Task requirements:
Copy out each line of the material in which the word "points" appears.

Data section:
%%
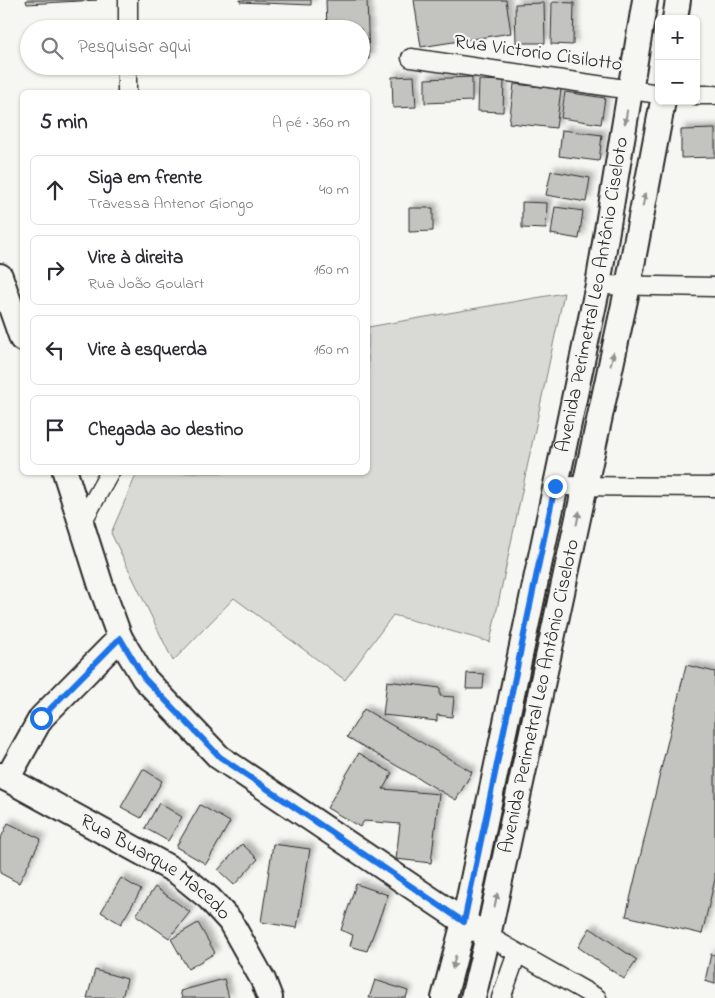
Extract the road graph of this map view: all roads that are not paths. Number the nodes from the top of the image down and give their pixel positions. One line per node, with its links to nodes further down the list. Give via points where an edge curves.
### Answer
%%
%%
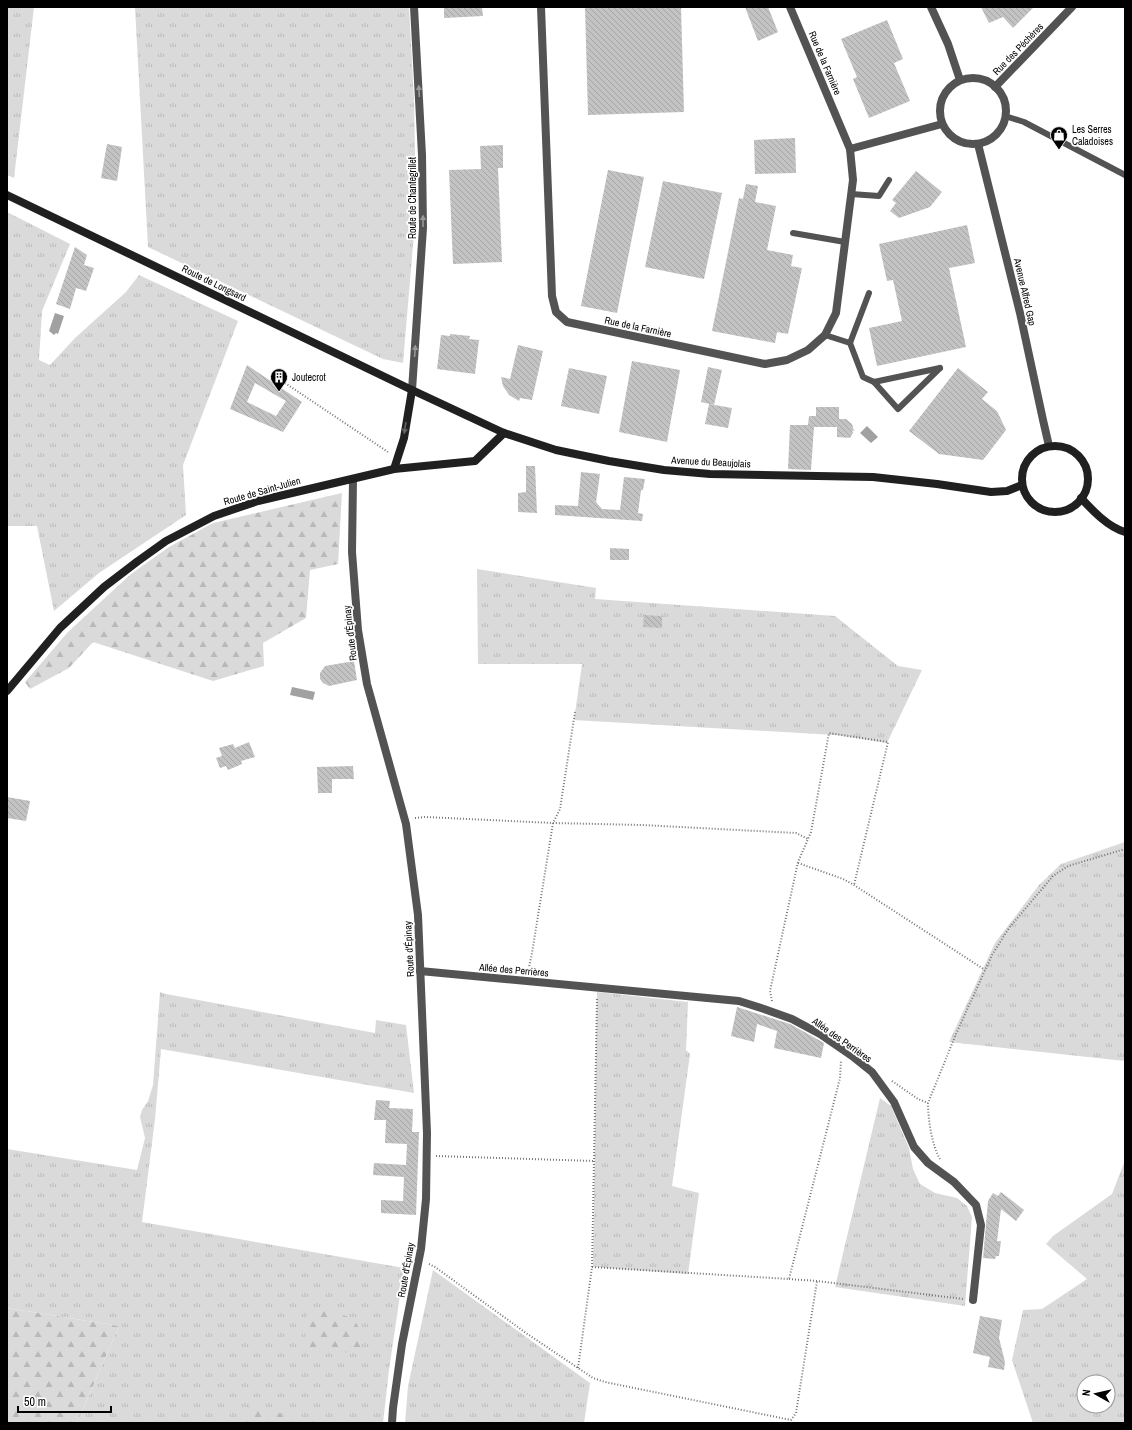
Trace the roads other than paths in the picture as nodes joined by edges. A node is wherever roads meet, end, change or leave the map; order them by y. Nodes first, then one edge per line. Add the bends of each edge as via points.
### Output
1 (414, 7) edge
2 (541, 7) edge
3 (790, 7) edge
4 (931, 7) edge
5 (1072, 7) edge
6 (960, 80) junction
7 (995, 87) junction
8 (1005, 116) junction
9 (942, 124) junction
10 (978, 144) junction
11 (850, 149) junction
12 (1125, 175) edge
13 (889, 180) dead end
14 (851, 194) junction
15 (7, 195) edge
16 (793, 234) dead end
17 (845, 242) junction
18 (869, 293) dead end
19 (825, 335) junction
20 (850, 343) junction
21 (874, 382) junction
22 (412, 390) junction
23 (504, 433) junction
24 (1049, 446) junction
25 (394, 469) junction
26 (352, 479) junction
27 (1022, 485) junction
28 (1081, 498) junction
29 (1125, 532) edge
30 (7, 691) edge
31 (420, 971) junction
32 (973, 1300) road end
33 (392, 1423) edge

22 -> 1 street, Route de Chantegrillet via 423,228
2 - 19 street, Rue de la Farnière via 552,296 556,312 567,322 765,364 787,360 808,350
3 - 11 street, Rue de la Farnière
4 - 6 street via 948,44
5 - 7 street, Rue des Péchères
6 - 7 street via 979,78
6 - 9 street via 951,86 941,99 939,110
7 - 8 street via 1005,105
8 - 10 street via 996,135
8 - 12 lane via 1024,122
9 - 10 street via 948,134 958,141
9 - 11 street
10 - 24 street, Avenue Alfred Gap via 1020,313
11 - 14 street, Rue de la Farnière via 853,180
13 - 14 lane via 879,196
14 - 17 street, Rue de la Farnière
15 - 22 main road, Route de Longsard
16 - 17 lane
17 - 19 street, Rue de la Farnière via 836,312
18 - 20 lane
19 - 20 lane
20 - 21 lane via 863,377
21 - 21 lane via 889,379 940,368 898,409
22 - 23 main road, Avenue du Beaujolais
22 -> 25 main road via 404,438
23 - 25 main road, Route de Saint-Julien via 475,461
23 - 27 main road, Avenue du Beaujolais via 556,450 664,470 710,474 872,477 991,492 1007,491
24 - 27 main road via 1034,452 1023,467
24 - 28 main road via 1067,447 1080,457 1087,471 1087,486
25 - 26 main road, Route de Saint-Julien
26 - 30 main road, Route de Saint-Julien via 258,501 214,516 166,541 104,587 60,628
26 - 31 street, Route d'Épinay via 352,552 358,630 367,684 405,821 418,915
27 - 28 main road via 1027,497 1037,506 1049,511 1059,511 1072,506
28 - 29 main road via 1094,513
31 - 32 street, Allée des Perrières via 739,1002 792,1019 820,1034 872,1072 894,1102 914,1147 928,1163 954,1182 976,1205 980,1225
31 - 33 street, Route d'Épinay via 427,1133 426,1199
%%
Output for this exercise:
Extract the road graph of this map view: all roads that are not paths. Number the nodes from the top of the image down and give their pixel positions. One line per node, with its links to nodes further down the list. Give via points where an edge curves.
Trace the roads other than paths in the picture as nodes joined by edges. A node is wherever roads meet, end, change or leave the map; order them by y. Nodes first, then one edge per line. Add the bends of each edge as via points.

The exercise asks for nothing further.